The first multiplier 262 multiplies the result of the decoding by the adaptive codebook decoder 228 by the adaptive codebook gain Gp output by the gain decoding unit 240.


The second adder 266 adds the result of the multiplication by the first multiplier 262 to the result of the multiplication by the second multiplier 264.


The synthesis filter 280 synthesizes the result of the addition by the second adder 266 using the decoded LPC coefficient received from the LPC coefficient decoding unit 210, to thereby restore the speech signal.

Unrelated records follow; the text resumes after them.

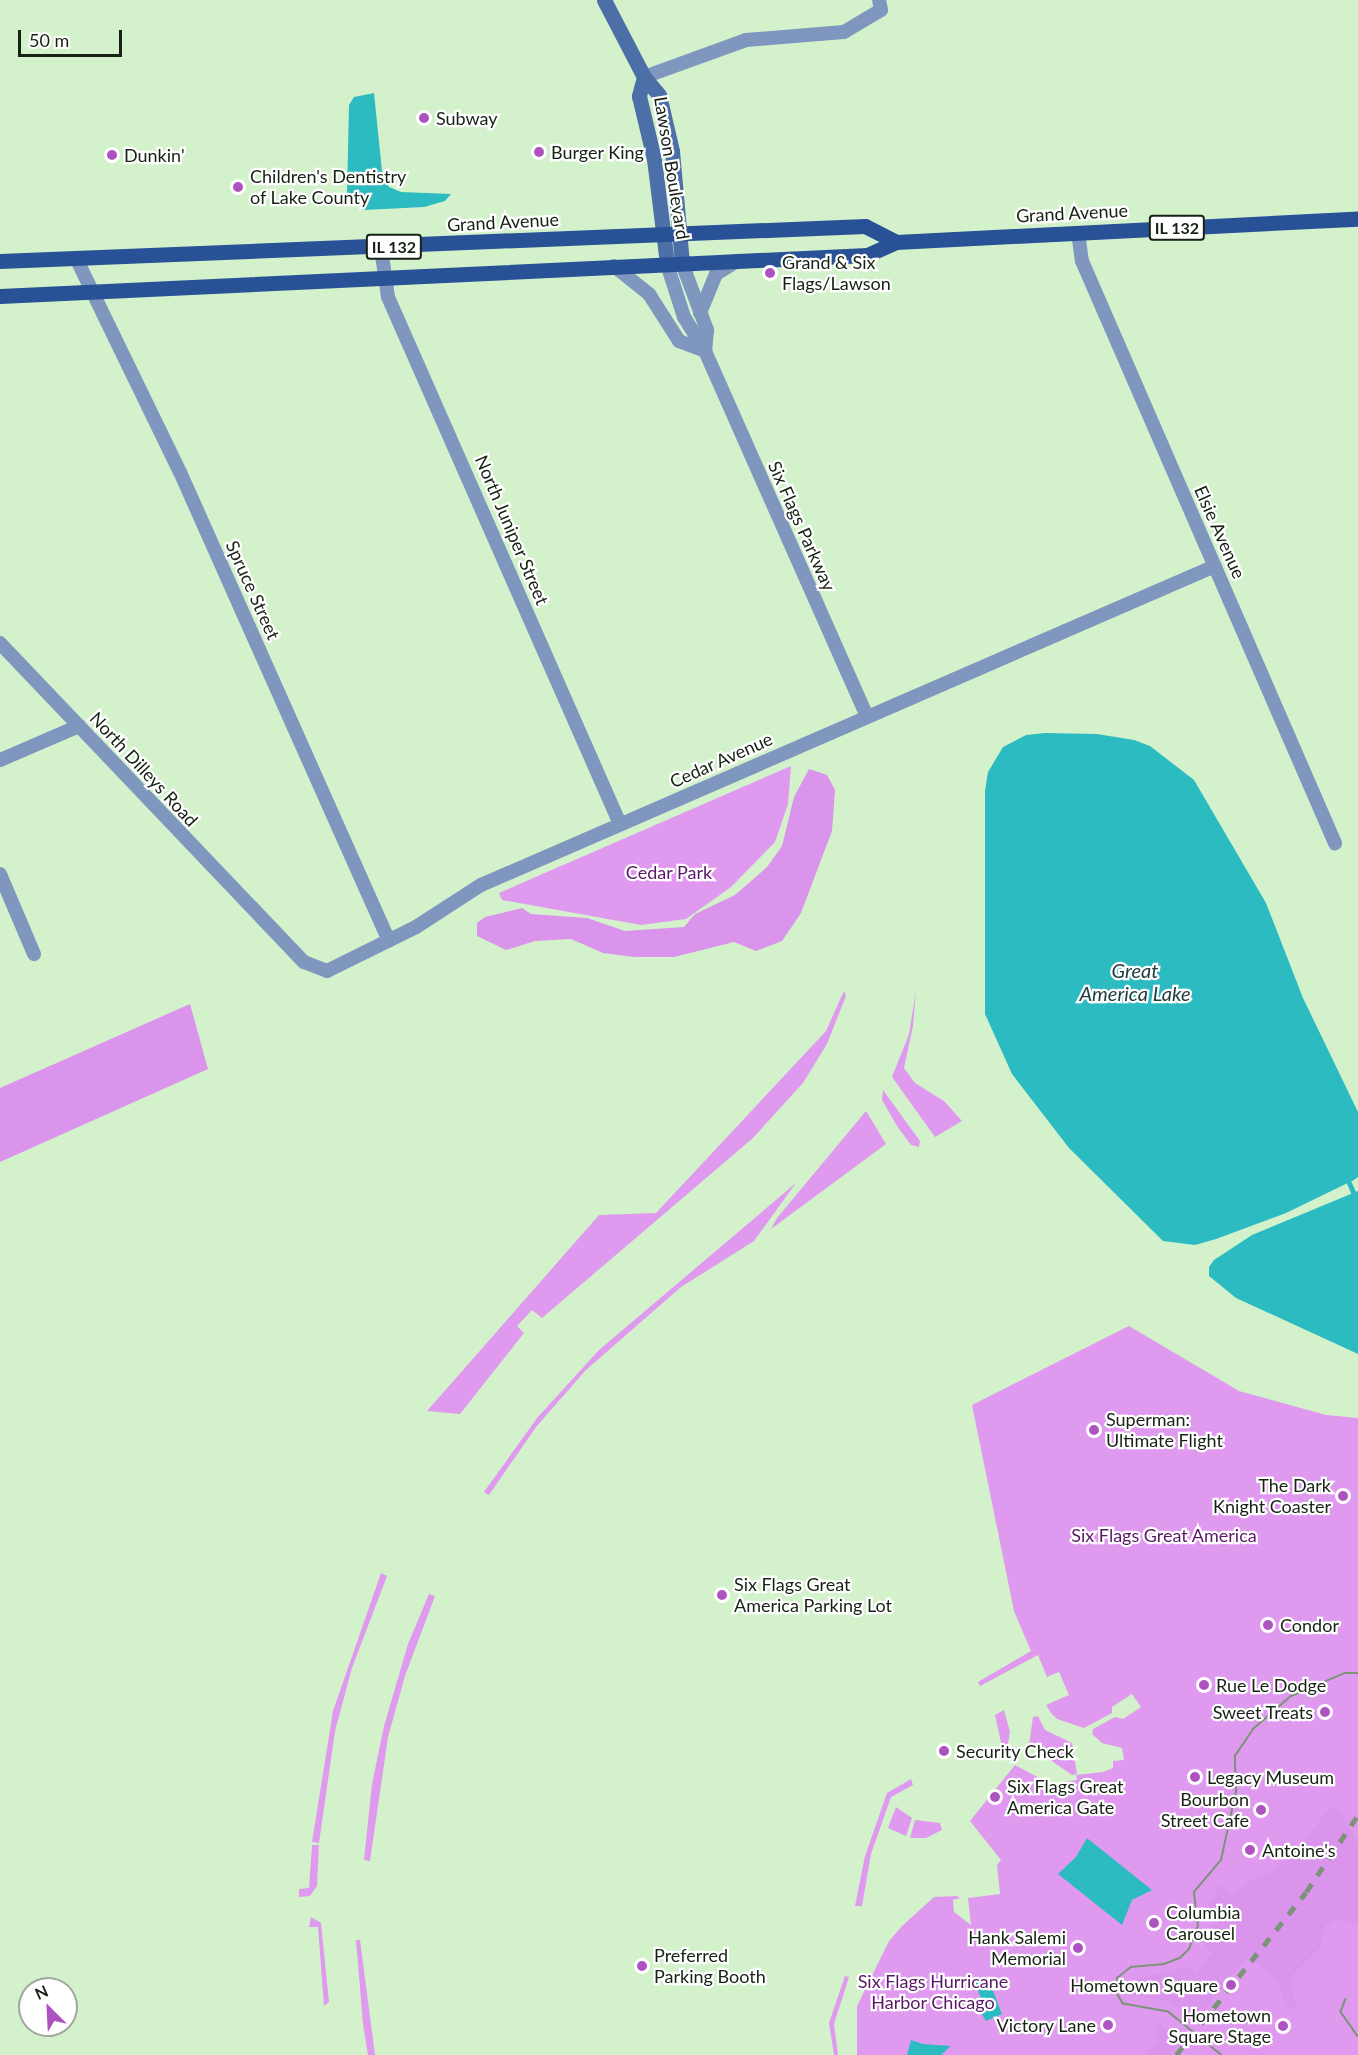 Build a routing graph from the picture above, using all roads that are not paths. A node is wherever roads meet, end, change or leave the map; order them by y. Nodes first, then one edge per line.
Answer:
1 (604, 0) edge
2 (880, 5) edge
3 (644, 78) junction
4 (1358, 219) edge
5 (679, 233) junction
6 (1078, 233) junction
7 (662, 234) junction
8 (896, 242) junction
9 (381, 248) junction
10 (76, 258) junction
11 (0, 261) edge
12 (738, 261) junction
13 (675, 263) junction
14 (614, 266) junction
15 (384, 279) junction
16 (93, 291) junction
17 (0, 296) edge
18 (700, 313) junction
19 (705, 351) junction
20 (1215, 566) junction
21 (0, 643) edge
22 (867, 717) junction
23 (79, 726) junction
24 (0, 760) edge
25 (620, 824) junction
26 (1335, 843) dead end
27 (0, 874) edge
28 (263, 920) joint
29 (389, 941) junction
30 (34, 954) dead end

1 - 3 street, Lawson Boulevard
2 - 3 street
3 - 5 street, Lawson Boulevard
3 - 7 street, Lawson Boulevard
4 - 6 main road, Grand Avenue / IL 132
5 - 7 main road, Grand Avenue / IL 132
5 - 8 main road, Grand Avenue / IL 132
5 - 13 street, Lawson Boulevard
6 - 8 main road, Grand Avenue / IL 132
6 - 20 street, Elsie Avenue
7 - 9 main road, Grand Avenue / IL 132
7 - 13 street, Lawson Boulevard
8 - 12 main road, Grand Avenue / IL 132
9 - 10 main road, Grand Avenue / IL 132
9 - 15 street, North Juniper Street
10 - 11 main road, Grand Avenue / IL 132
10 - 16 street, Spruce Street
12 - 13 main road, Grand Avenue / IL 132
12 - 18 street
13 - 14 main road, Grand Avenue / IL 132
13 - 18 street, Six Flags Parkway
13 - 19 street, Six Flags Parkway
14 - 15 main road, Grand Avenue / IL 132
14 - 19 street
15 - 16 main road, Grand Avenue / IL 132
15 - 25 street, North Juniper Street
16 - 17 main road, Grand Avenue / IL 132
16 - 29 street, Spruce Street
18 - 19 street, Six Flags Parkway
19 - 22 street, Six Flags Parkway
20 - 22 street, Cedar Avenue
20 - 26 street, Elsie Avenue
21 - 23 street, North Dilleys Road
22 - 25 street, Cedar Avenue
23 - 24 street
23 - 28 street, North Dilleys Road
25 - 29 street, Cedar Avenue
27 - 30 street
28 - 29 street, Cedar Avenue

The postprocessing unit 290 improves the quality of the speech signal restored by the synthesis filter 280 and outputs the improved speech signal via an output port OUT. More specifically, the postprocessing unit 290 filters the restored speech signal using a high pass filter and the decoded LPC coefficient output by the LPC coefficient decoding unit 210, in order to improve the quality of the speech signal restored by the synthesis filter 280.


A codebook searching apparatus according to embodiments of the present general inventive concept is included in the speech signal encoding apparatus of FIG. 1 and the speech signal decoding apparatus of FIG. 2.



FIG. 3 is a flowchart illustrating a method of encoding a speech signal, according to an embodiment of the present general inventive concept. The method of FIG. 3 may be performed by the encoding apparatus of FIG. 1. First, in operation 302, a DC component is removed from an input speech signal. That is, in the operation 302, the speech signal is filtered using a high pass filter to remove a noise component in a low frequency band from the speech signal.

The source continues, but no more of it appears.